13. The storage controller of claim 10, wherein the processor
determines the maximum number of consecutive times between bursts
having a value less than a predetermined value comprises the
processor identifies the times between bursts having a value less
than the predetermined value, identifies which of the times between
bursts having a value less than the predetermined value are
consecutive, and determines the longest consecutive count of the
times between bursts having a value less than the predetermined
value.
14. The storage controller of claim 10, wherein at least the
effective burst length of data from the storage devices comprises
at least a remainder of a current stripe, wherein the current
stripe is the stripe comprising the last address of the immediately
previous host read request from the host computer.
15. The storage controller of claim 14, wherein the storage
controller reads in a number of full stripes of data from the
storage devices equal to the integer quotient of the effective
burst length divided by the stripe size.
16. The storage controller of claim 10, wherein the processor
maintains an outstanding I/O size for all host read requests
received from the host computer, wherein the outstanding I/O size
is the current cumulative size of all read requests received from
the host computer that have not yet completed, wherein after the
storage controller receives a host read request the processor
increases the outstanding I/O size by the size of the host read
request, wherein the processor decreases the outstanding I/O size
by the size of the host read request when the host read request
completes.
17. The storage controller of claim 16, wherein when a host read
request completes and after the processor decreases the outstanding
I/O size by the read I/O length, if the outstanding I/O size is not
equal to zero, the processor stores a maximum outstanding I/O size
in the memory, wherein the maximum outstanding I/O size is the
largest value of outstanding I/O size during the current burst.
18. The storage controller of claim 17, wherein the processor
stores the maximum outstanding I/O size as the largest burst length
of the plurality of burst lengths at a memory location identified
by a current burst length pointer, wherein after the processor
stores the maximum outstanding I/O size in the memory, the
processor increments the current burst length pointer.
19. A method for efficiently providing read ahead data to a read
cache of a storage controller, comprising: storing metadata, by the
processor, into a memory of the storage controller coupled to the
processor, the metadata comprising a predetermined number of
sequential read request burst lengths and time between consecutive
groups of sequential host read requests; determining, by a
processor of the storage controller, that a consecutive group of
host read requests from a host computer coupled to the storage
controller is sequential; identifying, by the processor from the
metadata, a largest sequential read request burst length and a
maximum number of consecutive times between consecutive groups of
sequential read requests having less than a predetermined time
value; calculating, by the processor, an effective burst length
from the largest sequential read request burst length and the
maximum number of consecutive times between consecutive groups of
sequential read requests having less than the predetermined time
value; and reading, by the processor, at least the effective burst
length of data from storage devices coupled to the storage
controller into the read cache.
20. The method for efficiently providing read ahead data to a read
cache of a storage controller of claim 19, wherein the processor
stores a sequential read request burst length to the memory when a
last host read request in a current sequential read request burst
completes, wherein the processor stores a time between consecutive
groups of sequential read requests to the memory when a last host
read request in a group of sequential host read requests is
received from the host computer.
Description
CROSS REFERENCE TO RELATED APPLICATION(S)
[0001] This application claims the benefit of pending U.S.
Provisional Application Ser.

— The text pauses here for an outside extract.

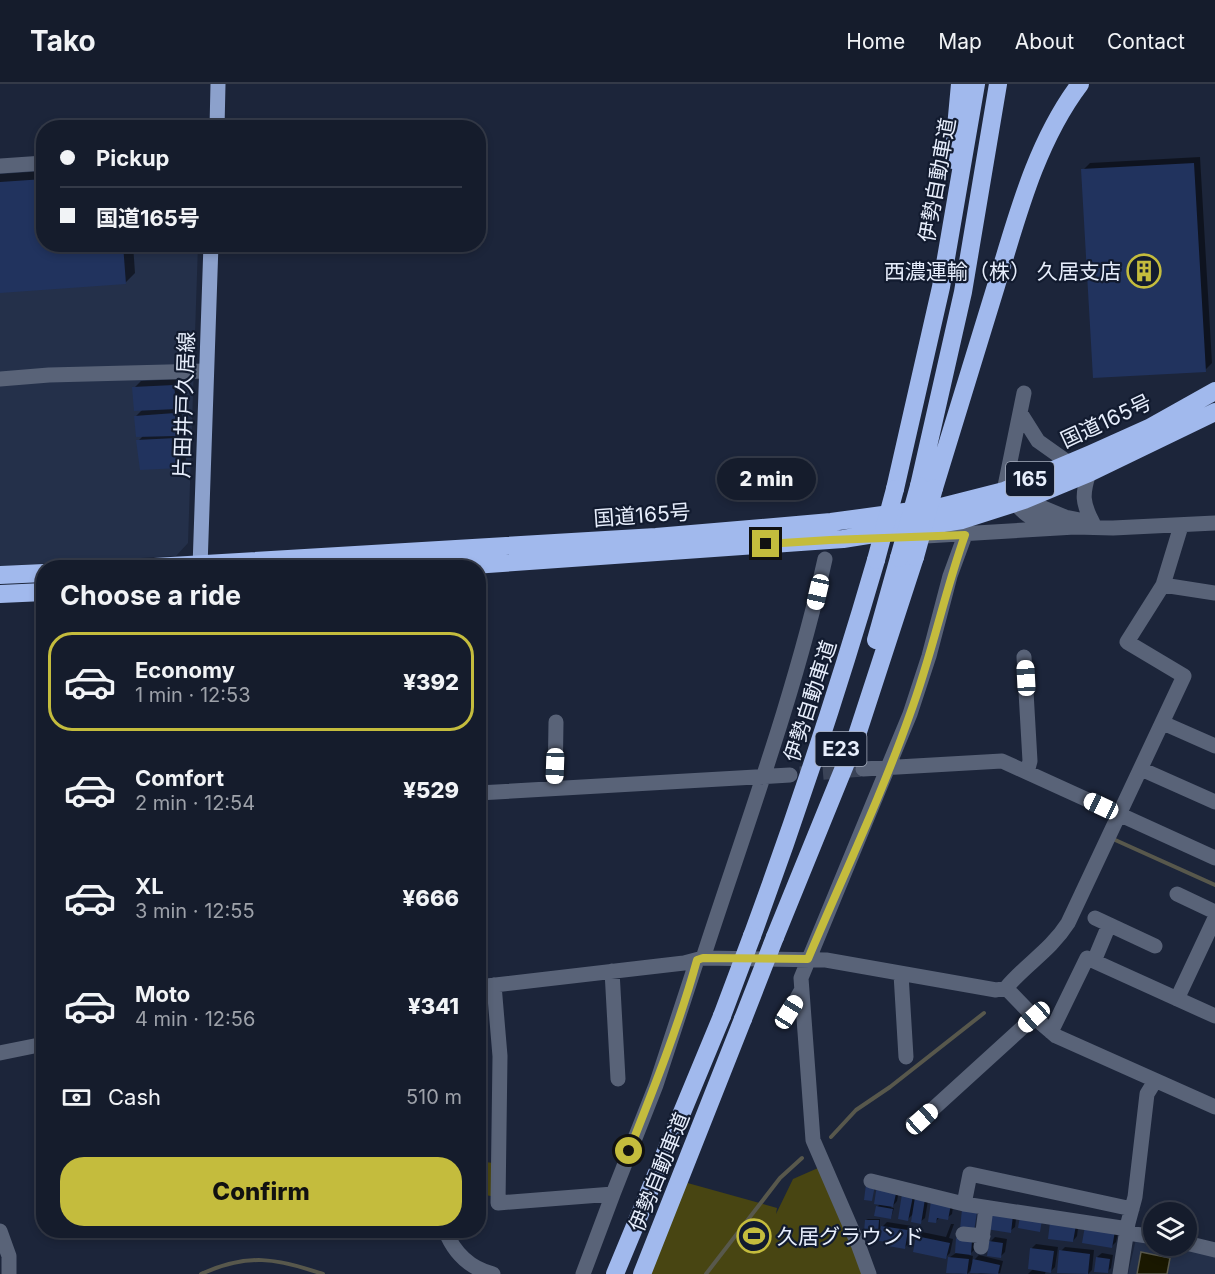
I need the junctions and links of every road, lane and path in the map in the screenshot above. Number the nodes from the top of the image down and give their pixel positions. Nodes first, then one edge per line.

No. 61/772,266 (Docket No. DHP0106 PV)
filed Mar. 4, 2013, entitled HEURISTIC READAHEAD, which is hereby
incorporated by reference for all purposes.
FIELD
[0002] The present invention is directed to computer data storage.
In particular, the present invention is directed to methods and
apparatuses for efficient cache read ahead from data storage
devices.
BACKGROUND
[0003] The need to store digital files, documents, pictures, images
and other data continues to increase rapidly. In connection with
the electronic storage of data, systems incorporating one or more
data storage controllers have been devised. Storage controllers
receive data read and write requests from host computers and
control one or more physical storage devices to beneficially store
or provide the requested data from/to the host computers.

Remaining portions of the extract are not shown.